Perubahan yang signifikan hanyalah mengenai batas tanggung jawab hukum bagi yang
meninggal dunia.
5. Konvensi Guadalajara 1961;
Konvensi Guadalajara 1961, Dalam Konvensi Guandalajara 1961, ada dua macam
pengangkut, masing-masing pengangkut yang membuat perjanjian (contracting carier)
dan pengangkut yang benar-benar mengangkut (actual carrier). Contracting Carrier
adalah orang yang membuat perjanjian untuk transportasi dengan penumpang atau
pengirim atau seorang yang bertindak sebagai penumpang atau pengirim barang yang
diatur oleh Konvensi Warsawa 1929. Actual carrier adalah orang selain pengangkut
yang, berdasarkan kuasa dari pengangkut yang membuat perjanjian, melakukan seluruh
atau sebagian pengangkutan, tetapi yang tidak termasuk bagian pengangkutan berturut-
turut sebagaimana dimaksudkan dalam Konvensi Warsawa 1929.

6. Protokol Guatemala.
Protokol Guatemala City 1971 mengubah Konvensi Warsawa 1929 yang telah diubah
oleh Protokol The Hague 1955. Perubahan tersebut mengenai penyederhanaan dokumen
transportasi baik individu maupun kolektif. Dokumen tersebut harus memuat indikasi
Bandar udara keberangkatan dan indikasi Bandar udara tujuan. Indikasi tersebut dapat
digunakan dengan cara apapun, namun tanpa adanya indikasi demikian bukan berarti
tidak ada perjanjian transportasi yang bermaksud mengurangi batas tanggung jawab.

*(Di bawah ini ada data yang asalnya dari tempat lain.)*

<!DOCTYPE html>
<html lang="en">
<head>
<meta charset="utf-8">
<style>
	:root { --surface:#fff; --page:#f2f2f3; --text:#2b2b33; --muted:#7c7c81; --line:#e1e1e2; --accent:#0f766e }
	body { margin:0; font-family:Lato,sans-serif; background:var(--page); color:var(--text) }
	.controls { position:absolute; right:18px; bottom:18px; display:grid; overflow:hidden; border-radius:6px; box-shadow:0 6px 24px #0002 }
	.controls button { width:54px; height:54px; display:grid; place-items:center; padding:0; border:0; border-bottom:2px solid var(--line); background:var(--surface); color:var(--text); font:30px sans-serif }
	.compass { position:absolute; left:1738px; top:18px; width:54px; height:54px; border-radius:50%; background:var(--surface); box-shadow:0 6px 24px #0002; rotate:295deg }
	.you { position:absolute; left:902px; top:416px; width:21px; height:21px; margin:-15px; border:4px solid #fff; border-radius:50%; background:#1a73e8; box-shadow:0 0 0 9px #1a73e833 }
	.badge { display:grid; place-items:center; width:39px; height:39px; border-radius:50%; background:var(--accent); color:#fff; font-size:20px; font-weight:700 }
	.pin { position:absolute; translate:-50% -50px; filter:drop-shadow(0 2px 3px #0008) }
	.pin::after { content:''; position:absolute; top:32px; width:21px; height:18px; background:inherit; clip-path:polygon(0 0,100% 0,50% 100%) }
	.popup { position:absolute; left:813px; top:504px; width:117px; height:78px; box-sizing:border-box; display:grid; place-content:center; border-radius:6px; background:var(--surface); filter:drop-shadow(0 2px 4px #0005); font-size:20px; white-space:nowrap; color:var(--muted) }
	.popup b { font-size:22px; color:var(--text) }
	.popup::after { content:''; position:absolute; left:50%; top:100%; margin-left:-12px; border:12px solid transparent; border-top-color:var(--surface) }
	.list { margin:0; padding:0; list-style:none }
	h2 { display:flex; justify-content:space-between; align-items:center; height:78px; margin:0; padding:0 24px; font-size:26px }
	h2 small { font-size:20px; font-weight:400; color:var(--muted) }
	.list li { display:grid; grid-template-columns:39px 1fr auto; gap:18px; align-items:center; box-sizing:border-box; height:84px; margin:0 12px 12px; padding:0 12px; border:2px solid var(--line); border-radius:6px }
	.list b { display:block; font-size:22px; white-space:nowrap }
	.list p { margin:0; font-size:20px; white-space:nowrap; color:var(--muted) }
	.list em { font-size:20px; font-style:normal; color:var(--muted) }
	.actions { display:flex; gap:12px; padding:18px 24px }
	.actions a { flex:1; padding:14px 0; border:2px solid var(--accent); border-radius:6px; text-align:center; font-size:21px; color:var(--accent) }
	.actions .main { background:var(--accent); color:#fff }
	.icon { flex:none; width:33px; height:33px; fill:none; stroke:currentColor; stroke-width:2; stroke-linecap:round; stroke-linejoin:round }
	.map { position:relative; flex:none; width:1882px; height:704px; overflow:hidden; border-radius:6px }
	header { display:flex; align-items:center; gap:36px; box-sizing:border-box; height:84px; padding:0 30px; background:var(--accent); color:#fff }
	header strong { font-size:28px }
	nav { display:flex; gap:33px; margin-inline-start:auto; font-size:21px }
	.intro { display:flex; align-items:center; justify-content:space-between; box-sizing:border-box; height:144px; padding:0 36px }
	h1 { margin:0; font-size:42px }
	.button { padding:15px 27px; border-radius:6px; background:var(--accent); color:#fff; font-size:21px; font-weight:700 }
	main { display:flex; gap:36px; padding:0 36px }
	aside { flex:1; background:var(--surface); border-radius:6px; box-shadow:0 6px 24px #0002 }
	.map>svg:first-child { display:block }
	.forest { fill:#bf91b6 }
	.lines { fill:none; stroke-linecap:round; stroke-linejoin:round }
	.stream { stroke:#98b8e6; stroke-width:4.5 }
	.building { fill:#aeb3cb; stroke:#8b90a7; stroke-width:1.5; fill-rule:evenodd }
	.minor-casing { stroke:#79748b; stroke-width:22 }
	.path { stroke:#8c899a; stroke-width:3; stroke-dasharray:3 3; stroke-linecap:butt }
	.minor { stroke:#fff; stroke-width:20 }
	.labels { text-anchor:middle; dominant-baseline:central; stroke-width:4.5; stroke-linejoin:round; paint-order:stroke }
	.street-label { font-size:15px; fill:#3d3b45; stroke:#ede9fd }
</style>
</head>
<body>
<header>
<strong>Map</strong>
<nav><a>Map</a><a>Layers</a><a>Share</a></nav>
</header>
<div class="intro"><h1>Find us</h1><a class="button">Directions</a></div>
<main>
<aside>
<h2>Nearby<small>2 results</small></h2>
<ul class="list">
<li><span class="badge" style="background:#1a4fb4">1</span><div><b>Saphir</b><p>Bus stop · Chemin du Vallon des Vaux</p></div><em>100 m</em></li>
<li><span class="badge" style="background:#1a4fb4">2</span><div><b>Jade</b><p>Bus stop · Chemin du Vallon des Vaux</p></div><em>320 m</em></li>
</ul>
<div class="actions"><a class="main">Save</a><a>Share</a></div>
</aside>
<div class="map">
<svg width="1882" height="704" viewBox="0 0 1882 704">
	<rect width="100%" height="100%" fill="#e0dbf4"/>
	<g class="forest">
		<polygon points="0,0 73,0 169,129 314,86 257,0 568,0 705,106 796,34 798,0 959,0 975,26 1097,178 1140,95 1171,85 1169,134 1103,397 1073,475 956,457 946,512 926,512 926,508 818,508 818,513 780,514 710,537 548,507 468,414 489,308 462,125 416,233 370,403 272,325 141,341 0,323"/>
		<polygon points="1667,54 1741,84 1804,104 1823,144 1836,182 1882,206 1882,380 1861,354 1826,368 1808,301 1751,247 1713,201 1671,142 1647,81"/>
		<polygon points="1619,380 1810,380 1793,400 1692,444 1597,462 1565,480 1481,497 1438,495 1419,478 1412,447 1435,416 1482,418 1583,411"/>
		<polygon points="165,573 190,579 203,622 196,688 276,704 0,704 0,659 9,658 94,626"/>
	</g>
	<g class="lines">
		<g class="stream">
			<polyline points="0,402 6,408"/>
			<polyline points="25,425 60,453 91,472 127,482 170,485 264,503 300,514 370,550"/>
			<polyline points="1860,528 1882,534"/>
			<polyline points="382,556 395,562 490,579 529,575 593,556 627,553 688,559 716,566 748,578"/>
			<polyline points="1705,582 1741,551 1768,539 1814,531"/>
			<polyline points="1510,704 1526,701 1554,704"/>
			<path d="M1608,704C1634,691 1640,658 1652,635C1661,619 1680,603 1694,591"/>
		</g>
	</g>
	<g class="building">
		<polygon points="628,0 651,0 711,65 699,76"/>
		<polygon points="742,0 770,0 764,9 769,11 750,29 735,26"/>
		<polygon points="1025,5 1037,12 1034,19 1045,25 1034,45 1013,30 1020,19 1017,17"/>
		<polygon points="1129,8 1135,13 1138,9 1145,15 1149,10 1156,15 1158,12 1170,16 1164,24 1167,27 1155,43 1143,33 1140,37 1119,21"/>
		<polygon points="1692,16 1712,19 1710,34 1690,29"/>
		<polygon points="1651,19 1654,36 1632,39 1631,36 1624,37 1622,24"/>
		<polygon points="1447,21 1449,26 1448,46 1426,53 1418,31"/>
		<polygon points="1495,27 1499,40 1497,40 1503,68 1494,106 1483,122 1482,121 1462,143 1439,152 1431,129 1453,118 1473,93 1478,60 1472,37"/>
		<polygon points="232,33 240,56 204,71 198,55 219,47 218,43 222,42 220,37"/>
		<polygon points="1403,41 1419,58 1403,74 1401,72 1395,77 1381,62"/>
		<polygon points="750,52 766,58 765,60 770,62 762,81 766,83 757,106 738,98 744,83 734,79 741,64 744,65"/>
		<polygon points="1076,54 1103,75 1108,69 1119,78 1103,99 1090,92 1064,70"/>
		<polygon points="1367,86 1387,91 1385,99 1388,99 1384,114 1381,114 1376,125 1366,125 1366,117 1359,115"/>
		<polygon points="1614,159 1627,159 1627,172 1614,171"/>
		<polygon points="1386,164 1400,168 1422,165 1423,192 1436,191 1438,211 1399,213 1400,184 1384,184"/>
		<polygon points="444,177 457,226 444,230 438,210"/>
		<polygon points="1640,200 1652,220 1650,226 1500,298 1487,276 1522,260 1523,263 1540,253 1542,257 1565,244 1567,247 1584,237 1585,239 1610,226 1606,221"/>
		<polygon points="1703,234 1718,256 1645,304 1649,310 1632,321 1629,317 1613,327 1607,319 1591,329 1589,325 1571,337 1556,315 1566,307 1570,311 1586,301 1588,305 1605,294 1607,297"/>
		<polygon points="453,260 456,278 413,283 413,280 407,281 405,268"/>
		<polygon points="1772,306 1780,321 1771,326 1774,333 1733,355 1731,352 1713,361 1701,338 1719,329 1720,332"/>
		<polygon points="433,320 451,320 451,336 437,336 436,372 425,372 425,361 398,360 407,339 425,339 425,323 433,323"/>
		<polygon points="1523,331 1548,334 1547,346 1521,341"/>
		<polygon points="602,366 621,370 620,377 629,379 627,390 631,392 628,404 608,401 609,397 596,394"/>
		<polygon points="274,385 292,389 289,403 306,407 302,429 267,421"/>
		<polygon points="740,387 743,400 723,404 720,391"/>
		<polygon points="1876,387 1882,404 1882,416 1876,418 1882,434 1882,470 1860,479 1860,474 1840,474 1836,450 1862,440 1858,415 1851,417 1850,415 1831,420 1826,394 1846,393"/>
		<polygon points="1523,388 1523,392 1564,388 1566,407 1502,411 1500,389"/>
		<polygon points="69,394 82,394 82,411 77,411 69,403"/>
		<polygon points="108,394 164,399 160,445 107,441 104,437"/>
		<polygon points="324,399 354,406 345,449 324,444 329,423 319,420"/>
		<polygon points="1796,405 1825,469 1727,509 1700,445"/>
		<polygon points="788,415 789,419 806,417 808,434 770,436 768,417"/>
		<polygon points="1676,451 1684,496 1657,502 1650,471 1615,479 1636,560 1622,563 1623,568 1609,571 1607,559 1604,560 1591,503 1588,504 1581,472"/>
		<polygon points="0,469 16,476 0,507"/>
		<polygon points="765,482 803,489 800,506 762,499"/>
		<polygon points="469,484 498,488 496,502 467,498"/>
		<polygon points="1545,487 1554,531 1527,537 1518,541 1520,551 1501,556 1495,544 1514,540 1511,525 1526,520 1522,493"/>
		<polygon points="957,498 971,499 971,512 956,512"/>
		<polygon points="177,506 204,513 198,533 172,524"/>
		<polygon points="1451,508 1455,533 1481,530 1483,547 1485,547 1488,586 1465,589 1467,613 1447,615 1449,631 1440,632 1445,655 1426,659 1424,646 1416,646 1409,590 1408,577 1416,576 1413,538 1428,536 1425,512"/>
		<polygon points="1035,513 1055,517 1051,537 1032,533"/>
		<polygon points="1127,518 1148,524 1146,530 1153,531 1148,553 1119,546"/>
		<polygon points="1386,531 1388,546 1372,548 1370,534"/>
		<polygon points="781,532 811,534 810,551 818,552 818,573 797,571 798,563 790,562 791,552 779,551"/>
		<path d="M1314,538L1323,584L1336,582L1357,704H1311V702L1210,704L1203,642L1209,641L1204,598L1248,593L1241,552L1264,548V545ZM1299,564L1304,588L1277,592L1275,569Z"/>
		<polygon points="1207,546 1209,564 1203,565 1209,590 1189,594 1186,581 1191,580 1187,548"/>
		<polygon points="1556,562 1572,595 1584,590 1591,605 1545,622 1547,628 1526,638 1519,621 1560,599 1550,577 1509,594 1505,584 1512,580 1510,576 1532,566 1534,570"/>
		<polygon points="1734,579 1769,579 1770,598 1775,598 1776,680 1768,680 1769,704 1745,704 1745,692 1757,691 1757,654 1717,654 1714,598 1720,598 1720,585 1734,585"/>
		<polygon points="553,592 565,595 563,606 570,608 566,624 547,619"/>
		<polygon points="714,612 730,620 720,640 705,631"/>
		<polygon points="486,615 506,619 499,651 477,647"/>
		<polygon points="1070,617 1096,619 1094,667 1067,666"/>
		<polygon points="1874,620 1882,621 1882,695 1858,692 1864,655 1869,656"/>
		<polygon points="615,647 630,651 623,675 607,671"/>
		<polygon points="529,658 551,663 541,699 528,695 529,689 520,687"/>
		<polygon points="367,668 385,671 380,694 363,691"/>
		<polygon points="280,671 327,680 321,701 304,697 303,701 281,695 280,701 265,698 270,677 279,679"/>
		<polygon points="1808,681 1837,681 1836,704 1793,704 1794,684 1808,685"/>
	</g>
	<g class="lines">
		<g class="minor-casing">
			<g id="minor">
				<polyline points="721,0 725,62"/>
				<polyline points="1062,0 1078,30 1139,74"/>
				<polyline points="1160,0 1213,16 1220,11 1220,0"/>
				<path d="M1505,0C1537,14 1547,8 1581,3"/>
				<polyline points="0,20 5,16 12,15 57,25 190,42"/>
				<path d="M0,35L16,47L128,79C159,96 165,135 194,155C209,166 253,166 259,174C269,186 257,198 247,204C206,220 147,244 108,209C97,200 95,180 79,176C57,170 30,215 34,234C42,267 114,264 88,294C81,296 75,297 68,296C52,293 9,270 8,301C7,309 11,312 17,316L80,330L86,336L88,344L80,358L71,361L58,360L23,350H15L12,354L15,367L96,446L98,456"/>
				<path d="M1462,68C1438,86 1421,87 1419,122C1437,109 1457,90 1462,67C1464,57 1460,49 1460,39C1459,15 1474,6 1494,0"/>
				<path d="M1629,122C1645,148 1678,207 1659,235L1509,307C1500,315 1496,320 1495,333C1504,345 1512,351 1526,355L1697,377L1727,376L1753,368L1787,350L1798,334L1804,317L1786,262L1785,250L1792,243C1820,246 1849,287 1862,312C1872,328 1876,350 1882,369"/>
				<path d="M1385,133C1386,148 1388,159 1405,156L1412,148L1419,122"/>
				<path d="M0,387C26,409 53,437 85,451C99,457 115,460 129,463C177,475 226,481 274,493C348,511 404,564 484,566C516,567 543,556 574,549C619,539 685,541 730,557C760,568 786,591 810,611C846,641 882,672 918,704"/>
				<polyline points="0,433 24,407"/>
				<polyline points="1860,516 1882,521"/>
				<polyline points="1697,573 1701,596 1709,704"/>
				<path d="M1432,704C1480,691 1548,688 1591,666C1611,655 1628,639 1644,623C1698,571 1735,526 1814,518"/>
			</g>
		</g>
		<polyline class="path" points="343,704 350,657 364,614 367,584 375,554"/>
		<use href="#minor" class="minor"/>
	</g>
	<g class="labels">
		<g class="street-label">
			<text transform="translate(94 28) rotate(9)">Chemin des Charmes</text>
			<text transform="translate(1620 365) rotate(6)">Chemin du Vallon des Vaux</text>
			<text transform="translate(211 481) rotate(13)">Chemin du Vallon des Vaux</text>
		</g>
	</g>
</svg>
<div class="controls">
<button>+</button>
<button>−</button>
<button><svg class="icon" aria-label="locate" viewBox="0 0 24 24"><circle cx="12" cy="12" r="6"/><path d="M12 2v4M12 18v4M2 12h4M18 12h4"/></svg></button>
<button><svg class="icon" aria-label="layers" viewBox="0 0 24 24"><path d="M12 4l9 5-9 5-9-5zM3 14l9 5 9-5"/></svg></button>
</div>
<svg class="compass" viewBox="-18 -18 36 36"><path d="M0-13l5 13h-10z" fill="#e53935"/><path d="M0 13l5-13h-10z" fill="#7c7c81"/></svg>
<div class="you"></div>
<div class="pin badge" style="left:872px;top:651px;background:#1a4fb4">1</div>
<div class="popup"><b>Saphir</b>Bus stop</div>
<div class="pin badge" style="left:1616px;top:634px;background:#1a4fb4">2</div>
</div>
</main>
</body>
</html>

Protocol Guatemala City 1971 menerapkan konsep tanggung jawab hukum tanpa
bersalah (liability without fault atau strict liability atau absolute liability atau strict
liability) terhadap penumpang yang meninggal dunia, luka dan bagasi yang hilang atau
rusak tanpa memperhatikan kesalahan, pengangkut hanya dapat mengurangi beban
tanggung jawab apabila ternyata penumpang atau pengirim barang ikut bersalah.